The equilibrium association constant observed for many DNA/protein interactions in vitro (K(obs)) is strongly dependent on the salt concentration of the reaction buffer ([MX]). This dependence is often used to estimate the number of ionic contacts between protein and DNA by assuming that displacement of cations from the DNA is the predominant form of the involvement of ions in the binding reaction. With this assumption, the graph of log K(obs) versus log [MX] is predicted to have a constant slope proportional to the number of ions displaced from the DNA upon protein binding [Record, M. T., Lohman, T. M. & deHaseth, P. L. (1976) J. Mol. Biol. 107, 145-158]. Experimental data often deviate from linearity, however, at lower salt concentrations. Such deviations can be due to differential cation binding, anion binding or changes in macromolecular hydration, or differential screening effects of the electrolyte on protein and/or DNA charges. Here the theoretical effects on K(obs) of a simple form of ion-protein interaction are examined.

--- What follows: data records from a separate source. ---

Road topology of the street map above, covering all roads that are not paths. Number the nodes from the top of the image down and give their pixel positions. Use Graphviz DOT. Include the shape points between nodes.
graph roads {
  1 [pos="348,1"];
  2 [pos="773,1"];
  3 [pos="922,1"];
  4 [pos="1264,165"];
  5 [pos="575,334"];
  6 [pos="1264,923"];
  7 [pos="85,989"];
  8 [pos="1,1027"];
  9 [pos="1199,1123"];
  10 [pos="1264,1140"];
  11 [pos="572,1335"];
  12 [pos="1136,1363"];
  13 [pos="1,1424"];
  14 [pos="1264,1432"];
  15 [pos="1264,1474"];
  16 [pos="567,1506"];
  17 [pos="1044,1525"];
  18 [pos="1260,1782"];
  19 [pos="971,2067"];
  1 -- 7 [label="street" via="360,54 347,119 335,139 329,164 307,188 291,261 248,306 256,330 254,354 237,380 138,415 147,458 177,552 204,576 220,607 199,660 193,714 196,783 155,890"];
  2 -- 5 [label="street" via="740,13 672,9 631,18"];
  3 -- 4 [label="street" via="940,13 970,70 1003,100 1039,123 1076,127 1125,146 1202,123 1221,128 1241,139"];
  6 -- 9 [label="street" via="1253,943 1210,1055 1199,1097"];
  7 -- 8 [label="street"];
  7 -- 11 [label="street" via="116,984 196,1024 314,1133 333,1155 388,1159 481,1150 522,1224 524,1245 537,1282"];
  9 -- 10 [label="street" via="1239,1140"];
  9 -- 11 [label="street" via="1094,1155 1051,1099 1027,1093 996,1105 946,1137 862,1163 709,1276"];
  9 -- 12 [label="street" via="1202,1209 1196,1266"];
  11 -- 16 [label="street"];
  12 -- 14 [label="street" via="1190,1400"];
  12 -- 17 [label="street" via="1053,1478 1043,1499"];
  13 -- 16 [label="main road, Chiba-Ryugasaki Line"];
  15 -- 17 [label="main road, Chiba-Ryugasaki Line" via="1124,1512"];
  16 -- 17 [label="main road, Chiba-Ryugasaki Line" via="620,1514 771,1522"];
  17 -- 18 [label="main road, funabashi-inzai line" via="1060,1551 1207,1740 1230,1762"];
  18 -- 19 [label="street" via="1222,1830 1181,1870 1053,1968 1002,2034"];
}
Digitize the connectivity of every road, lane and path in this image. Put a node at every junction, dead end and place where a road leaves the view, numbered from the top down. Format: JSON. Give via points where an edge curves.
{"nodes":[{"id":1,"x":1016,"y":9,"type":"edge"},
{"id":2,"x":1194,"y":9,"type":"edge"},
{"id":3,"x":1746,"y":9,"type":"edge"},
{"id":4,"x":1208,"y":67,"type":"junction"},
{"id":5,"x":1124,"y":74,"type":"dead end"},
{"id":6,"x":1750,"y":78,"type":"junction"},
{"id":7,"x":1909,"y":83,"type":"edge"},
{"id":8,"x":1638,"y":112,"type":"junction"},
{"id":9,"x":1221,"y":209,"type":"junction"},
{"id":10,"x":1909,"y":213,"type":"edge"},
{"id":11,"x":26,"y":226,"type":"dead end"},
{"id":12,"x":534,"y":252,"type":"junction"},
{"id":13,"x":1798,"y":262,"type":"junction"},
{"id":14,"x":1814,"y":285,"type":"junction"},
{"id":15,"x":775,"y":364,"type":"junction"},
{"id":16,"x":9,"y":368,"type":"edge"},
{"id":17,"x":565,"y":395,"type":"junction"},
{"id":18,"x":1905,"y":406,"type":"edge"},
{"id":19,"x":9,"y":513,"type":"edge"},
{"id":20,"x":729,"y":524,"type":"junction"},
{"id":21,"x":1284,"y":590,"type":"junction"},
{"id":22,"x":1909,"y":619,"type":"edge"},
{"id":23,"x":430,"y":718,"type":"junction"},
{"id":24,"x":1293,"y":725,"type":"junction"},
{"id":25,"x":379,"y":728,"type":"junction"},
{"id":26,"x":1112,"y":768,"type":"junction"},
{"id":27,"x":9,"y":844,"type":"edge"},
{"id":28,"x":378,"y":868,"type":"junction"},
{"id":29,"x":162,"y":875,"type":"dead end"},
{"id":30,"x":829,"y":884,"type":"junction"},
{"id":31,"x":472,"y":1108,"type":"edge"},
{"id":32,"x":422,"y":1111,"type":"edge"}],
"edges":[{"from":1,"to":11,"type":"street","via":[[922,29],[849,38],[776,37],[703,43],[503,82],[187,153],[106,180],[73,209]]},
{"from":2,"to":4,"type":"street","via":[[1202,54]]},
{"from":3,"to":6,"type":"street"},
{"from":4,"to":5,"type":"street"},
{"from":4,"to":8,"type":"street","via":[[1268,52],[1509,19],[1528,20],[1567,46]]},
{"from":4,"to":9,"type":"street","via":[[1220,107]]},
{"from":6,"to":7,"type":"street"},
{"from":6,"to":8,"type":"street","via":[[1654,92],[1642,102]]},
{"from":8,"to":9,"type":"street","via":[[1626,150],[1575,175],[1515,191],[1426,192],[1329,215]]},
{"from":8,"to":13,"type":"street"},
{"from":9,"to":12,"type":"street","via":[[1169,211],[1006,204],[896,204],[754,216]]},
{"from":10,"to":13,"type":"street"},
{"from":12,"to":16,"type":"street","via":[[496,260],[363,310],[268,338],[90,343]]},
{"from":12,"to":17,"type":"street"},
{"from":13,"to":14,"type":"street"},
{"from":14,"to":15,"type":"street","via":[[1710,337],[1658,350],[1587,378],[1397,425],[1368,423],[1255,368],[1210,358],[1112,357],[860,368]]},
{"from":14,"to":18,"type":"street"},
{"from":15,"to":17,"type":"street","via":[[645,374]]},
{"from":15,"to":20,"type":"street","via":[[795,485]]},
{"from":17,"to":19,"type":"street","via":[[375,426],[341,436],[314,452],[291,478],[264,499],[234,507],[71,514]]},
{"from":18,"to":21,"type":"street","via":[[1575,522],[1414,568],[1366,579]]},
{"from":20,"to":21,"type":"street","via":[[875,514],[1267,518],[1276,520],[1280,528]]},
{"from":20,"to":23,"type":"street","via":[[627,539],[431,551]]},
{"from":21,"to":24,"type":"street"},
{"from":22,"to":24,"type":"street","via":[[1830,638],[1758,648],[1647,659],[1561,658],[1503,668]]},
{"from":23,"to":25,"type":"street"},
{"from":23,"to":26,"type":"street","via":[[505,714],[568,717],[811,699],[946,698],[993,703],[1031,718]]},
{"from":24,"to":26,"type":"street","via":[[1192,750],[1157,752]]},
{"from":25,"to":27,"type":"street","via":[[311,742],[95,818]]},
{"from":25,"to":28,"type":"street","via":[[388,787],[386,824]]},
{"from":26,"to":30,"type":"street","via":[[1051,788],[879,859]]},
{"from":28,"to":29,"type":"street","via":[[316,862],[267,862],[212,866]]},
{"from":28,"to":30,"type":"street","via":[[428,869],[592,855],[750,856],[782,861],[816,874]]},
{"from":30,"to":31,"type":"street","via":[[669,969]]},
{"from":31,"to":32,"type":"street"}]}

A model for binding interactions is used that includes a mass balance of ions bound to both protein and DNA as the protein is transferred from the salt concentration of bulk solvent to the typically higher cation and lower anion concentrations characteristic of the volume adjacent to the DNA. We show that models in which the cation and anion stoichiometries of a protein change as it associates with DNA are consistent with the curvature of plots of log K(obs) versus log [MX]. Such mechanisms could reduce the sensitivity of gene-regulatory interactions to changes in environmental salt concentration.